Below is my attempt but I am afraid I might be jumping some hoops here:

Suppose $a \in H \cap K$ is an arbitrary element. Then we know $o(a)$ must divide $o(H)$ and $o(K)$.

Then $\exists m,n \mathbb{N}$ s.t. $m \cdot o(a) = o(H)$ and $n \cdot o(a) = o(K)$.

But $o(H)$ and $o(K)$ are relatively prime, so for $m \cdot o(a)$ and $n \cdot o(a)$ to be reelatively prime, $o(a)$ must be equal to $1$ which means $a=e$ the identity element.

$\Box$

1. Am I on the right track?
2. Now my problem is with the last statement.
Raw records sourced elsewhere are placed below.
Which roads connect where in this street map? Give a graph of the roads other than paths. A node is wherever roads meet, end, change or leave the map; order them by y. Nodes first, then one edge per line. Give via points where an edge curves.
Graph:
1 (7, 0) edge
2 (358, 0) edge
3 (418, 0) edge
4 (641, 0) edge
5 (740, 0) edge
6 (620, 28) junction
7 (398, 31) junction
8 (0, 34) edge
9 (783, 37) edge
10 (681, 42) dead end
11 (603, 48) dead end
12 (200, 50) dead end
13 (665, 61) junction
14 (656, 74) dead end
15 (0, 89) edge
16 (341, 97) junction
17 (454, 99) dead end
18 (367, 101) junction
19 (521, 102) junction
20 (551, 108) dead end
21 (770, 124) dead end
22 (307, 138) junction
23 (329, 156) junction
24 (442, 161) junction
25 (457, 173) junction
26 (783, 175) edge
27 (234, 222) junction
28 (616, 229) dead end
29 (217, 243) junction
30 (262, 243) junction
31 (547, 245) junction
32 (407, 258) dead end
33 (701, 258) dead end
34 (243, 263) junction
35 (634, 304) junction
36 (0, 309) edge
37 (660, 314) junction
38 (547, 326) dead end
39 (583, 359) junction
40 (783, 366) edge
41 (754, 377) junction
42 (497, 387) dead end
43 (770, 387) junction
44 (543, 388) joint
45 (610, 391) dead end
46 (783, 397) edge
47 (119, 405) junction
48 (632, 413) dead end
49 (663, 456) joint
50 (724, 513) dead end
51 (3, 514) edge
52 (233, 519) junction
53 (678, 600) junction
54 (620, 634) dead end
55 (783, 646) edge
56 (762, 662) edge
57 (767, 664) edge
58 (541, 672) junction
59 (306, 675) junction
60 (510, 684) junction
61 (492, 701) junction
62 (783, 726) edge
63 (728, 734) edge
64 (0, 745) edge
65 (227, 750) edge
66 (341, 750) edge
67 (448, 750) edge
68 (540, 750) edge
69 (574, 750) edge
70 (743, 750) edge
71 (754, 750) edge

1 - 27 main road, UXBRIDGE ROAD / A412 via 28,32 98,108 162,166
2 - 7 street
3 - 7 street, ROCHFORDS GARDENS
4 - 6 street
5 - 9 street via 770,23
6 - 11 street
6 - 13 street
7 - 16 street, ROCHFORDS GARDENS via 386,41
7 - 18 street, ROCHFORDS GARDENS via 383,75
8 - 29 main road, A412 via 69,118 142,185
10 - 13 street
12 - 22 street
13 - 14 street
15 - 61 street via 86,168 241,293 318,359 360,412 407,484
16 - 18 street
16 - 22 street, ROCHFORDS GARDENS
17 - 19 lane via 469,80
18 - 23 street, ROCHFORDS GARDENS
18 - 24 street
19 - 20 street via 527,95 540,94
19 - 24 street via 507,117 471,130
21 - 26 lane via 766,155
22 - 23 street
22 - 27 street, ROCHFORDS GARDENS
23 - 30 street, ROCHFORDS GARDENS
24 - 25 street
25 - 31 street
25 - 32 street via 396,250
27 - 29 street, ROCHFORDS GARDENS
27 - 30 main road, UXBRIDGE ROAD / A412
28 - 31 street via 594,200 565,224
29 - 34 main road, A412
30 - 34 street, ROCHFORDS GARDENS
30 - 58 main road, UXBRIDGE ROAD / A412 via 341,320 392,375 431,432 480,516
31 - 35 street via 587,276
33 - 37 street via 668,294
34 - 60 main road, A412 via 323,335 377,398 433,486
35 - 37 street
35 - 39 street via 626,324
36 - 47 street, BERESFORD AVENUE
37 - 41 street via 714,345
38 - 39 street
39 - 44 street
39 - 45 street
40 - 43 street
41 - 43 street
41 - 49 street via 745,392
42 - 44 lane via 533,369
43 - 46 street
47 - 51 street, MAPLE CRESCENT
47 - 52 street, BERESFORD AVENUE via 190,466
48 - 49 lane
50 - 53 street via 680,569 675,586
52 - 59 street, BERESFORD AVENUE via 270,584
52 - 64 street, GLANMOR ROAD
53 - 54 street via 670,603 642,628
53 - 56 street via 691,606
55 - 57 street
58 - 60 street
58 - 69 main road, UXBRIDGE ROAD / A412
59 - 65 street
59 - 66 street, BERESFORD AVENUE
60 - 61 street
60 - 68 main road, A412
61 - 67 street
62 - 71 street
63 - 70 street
How do I effectively argue the last statement?
3. Any alternative proof?

Answer 1

Note, $H\cap K$ is group and moreover subgroup(since, intersection of two subgroup of a same group is again a group ) of both $H, K$. So, $o(H\cap K)|o(H), o(H\cap K)|o(K)$, but since $o(K), o(H)$ are co-primes, so $1$ is the only common divisor to them.

Answer 2

By Lagrange's theorem, the order of $H \cap K$ must divide the orders of both $H$ and $K$. Since the orders of $H$ and $K$ are relatively prime, this means that $H \cap K$ must be trivial.